The last person to see him alive in 1949 (at Gulf Juan, French Riviera), was the publisher and writer Themistocles Hoetis, then editor of the famous literary magazine, Zero. He had asked him to review of a book by Jean Coteau called Letter to America for Zero. The day after Klaus handed the finished manuscript to Themistocles, he committed suicide. Shortly before, in June 1949, he had hinted at taking his own life in his essay Europe's Search for a New Credo. He saw how the end of the war against fascism in Europe was leading to a possible war with the Soviet Union - always seen as the enemy of the West. He noted how "the ominous preparations for war continue" and the "fatal rift between two world powers" (the USSR and the USA) is "deepening from day to day". Indeed, in April 1949 had seen the USA create it's own military organisation to dominate Western Europe - NATO - fifty years old this year. The creation of NATO would lead to the USSR forming it's own defensive military bloc - the Warsaw Pakt - thus sowing the seeds for the division of post-war Europe.

Klaus writes how a "a weak, dissonant chorus, the voices of the European intellectuals accompany the prodigious drama". He says that he has "heard many voices on my travels, some aggressive and arrogant, others gentle or flippant, passionate or sentimental. I have yet to hear the harmony of coordinated sounds, the concert of reconciled or peacefully competing forces". He meets a young student of philosophy and literature in the university town of Uppsala, Sweden. He says that this is what the student tells him, but in a way, you think that he's also talking himself:

"There is no hope. Whether we intellectuals are traitors or whether we are victims, in any case we'd better recognize the utter hopelessness of our situation. Why fool ourselves ? We're done for ! We're licked !"

Klaus observes how:

"the struggle between two great anti-spiritual powers - American money and Russian fanaticism - does not leave any room in the world for intellectual integrity or independence. We are compelled to take sides and, by doing so, to betray everything we should defend and cherish. Koestler is wrong when asserting that one side is a little better than the other - not quite black, just gray. In reality, neither side is good enough - which is to say that both are bad, both are black".

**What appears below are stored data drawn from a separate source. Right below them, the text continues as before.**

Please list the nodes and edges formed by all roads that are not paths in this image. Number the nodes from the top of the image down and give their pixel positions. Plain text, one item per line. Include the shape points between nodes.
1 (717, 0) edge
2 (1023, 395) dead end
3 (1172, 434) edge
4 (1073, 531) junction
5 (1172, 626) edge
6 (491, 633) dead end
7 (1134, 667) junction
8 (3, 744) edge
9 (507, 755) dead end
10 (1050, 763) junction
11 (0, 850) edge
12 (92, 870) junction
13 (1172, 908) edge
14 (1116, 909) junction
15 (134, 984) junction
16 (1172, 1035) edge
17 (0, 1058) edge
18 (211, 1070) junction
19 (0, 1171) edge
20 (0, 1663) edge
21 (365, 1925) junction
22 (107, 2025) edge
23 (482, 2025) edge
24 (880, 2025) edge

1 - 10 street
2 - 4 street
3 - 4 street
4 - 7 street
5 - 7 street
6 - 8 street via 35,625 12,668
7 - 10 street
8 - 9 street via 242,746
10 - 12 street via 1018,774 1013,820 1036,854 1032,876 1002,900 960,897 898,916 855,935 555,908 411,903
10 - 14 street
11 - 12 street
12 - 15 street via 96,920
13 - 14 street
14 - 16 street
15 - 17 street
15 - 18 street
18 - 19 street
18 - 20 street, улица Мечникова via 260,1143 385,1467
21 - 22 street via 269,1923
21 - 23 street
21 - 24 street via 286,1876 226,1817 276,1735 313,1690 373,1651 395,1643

Thus he suggests a new movement ("the movement of despair, the rebellion of the hopeless ones"), should be launched by European intellectuals:

"Instead of trying to appease the powers that be, instead of vindicating the machinations of greedy bankers or the outrages of tyrannical bureaucrats, we ought to go on record with our protest, with an unequivocal expression of our bitterness, our horror. Things have reached a point where only the most dramatic, most radical gesture has a chance to be noticed, to awake the conscience of the blinded hypnotized masses. I'd like to see hundreds, thousands of intellectuals follow the examples of Virginia Woolf, Ernst Toller, Stefan Zweig, Jan Masaryk. A suicide wave among the world's most distinguished minds would shock the peoples out of the lethargy, would make them realize the extreme gravity of the ordeal man has bought upon himself by his folly and selfishness".

The essay ends with the student speaking in a trembling voice:

"Let's sign ourselves to absolute despondency. It's the only sincere attitude, and the only one that can be of any help".

Clearly, there were no takers for this suggestion of a "suicide wave" among Europe's intellectuals, except sadly, that of Klaus Mann himself who killed himself not long afterwards. Today, notably in Germany, he is being recognised at last as - like his father - as one of Europe's greatest literary figures.